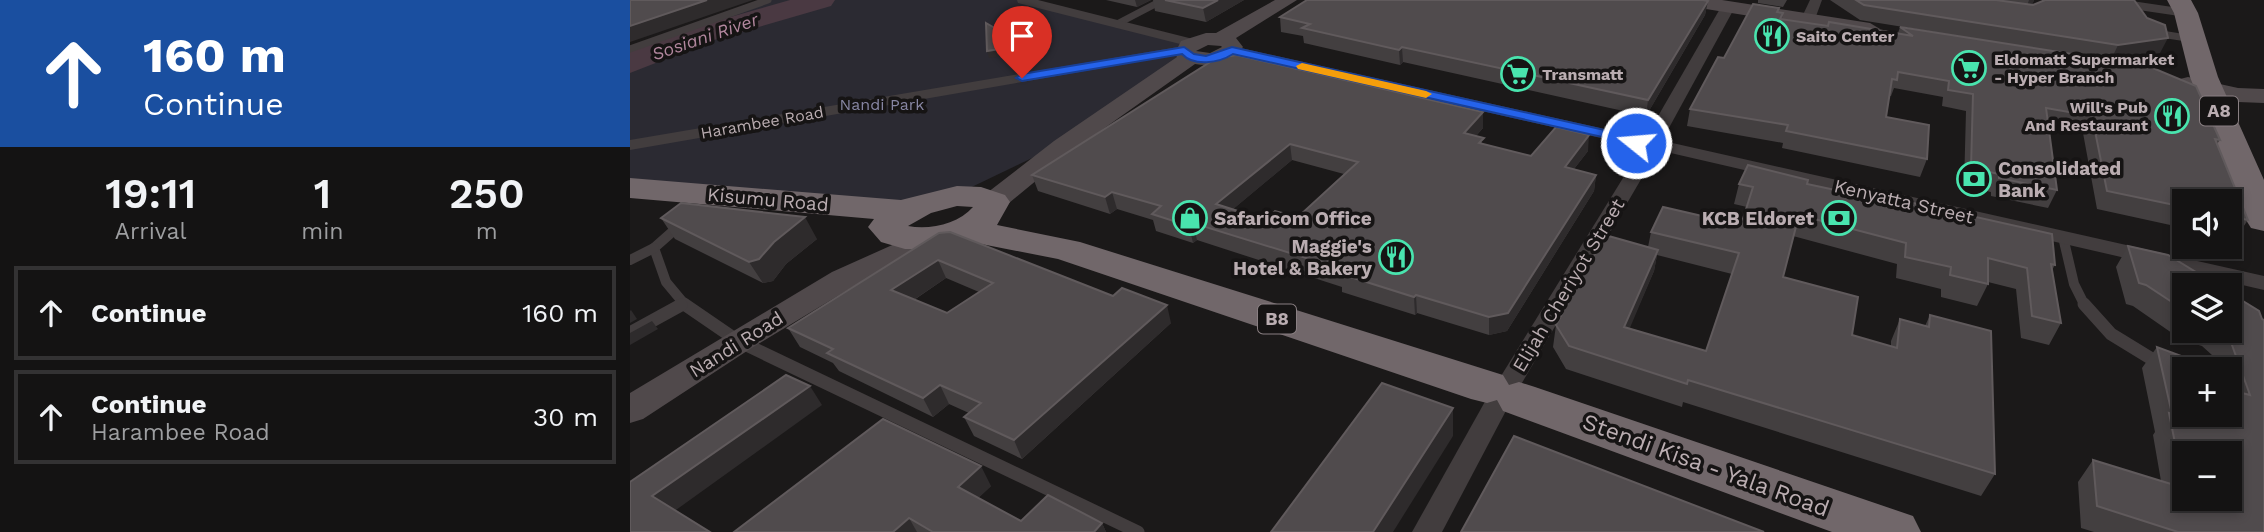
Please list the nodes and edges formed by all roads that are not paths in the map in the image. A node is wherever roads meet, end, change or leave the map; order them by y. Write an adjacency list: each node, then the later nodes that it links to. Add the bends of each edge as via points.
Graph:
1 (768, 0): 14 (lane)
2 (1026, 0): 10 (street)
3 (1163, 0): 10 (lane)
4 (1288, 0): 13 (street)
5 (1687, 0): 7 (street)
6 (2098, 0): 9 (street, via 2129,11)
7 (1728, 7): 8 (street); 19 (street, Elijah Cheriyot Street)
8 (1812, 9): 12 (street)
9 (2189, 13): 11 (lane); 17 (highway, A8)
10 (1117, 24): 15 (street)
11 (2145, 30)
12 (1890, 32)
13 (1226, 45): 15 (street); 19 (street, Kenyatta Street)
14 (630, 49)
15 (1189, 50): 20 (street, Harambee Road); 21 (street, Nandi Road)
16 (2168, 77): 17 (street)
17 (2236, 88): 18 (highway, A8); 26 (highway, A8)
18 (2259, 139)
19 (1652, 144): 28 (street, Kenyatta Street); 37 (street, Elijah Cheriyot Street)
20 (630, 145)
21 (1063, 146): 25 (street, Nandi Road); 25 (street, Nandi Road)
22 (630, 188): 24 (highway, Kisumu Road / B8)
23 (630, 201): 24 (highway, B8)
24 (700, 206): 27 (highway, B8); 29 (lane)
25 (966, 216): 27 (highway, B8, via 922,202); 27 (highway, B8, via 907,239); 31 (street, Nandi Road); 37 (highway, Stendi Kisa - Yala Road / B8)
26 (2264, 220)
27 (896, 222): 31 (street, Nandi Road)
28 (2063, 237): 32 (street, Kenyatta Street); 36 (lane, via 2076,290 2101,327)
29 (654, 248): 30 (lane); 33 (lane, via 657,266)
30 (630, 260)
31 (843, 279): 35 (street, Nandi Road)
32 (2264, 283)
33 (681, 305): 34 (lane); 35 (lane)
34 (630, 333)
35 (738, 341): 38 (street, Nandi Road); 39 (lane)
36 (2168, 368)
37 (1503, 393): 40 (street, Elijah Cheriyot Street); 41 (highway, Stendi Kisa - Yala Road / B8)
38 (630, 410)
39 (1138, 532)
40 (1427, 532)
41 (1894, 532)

Task:
Total the lines of the data that include the word "Cheriyot", and give that total as the sole response.

Response below:
3